Summer Seminar: Tracing One’s Path / Encountering One’s Potential

Doris Klinkhamer, Lynn Hynes, Leyla Bell, Amy Champeau, Maude Davis, Wendy Balconi and Marc Adams
Start Date: 16/06/2025
End Date:20/06/2025
Scheduled course
In-person

Overview

Jung believed that a working relationship between the conscious and the unconscious – between one’s individual ego and the archetype of the self – was vital to psychic health.
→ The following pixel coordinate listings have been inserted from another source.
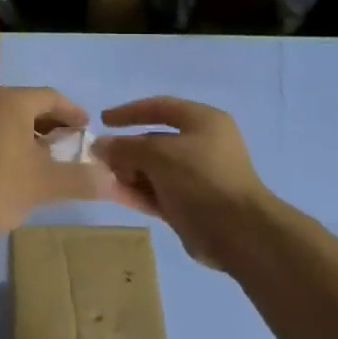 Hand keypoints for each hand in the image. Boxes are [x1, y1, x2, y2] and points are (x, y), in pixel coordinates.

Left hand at [0, 87, 118, 249]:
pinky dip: (9, 146)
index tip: (88, 129)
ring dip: (30, 137)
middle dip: (52, 125)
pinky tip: (17, 172)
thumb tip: (111, 180)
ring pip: (7, 122)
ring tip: (48, 160)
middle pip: (27, 107)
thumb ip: (82, 179)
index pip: (51, 97)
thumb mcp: (46, 185)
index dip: (74, 113)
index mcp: (8, 102)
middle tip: (71, 145)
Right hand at [92, 97, 276, 269]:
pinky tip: (116, 195)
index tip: (103, 120)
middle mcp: (203, 144)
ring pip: (155, 169)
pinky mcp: (192, 204)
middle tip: (101, 160)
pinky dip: (139, 192)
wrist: (237, 231)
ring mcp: (198, 176)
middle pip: (156, 140)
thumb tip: (100, 145)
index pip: (160, 107)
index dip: (130, 112)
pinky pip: (159, 192)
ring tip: (104, 179)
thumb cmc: (200, 178)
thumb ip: (125, 147)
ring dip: (129, 172)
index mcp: (203, 121)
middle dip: (127, 149)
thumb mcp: (158, 154)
Jung named this coming into psychic balance as the process of Individuation.

This five-day workshop will focus on ways that individuals can enrich the process of their own individuation through Jung’s method of “Active Imagination.”  This method requires one’s focused attention to connect to and release emerging psychic energies arising from the unconscious into expressive form.  Participants will make use of various modalities including  conceptual reflections, journal writing, image-making, expressive movement, and shamanic ritual.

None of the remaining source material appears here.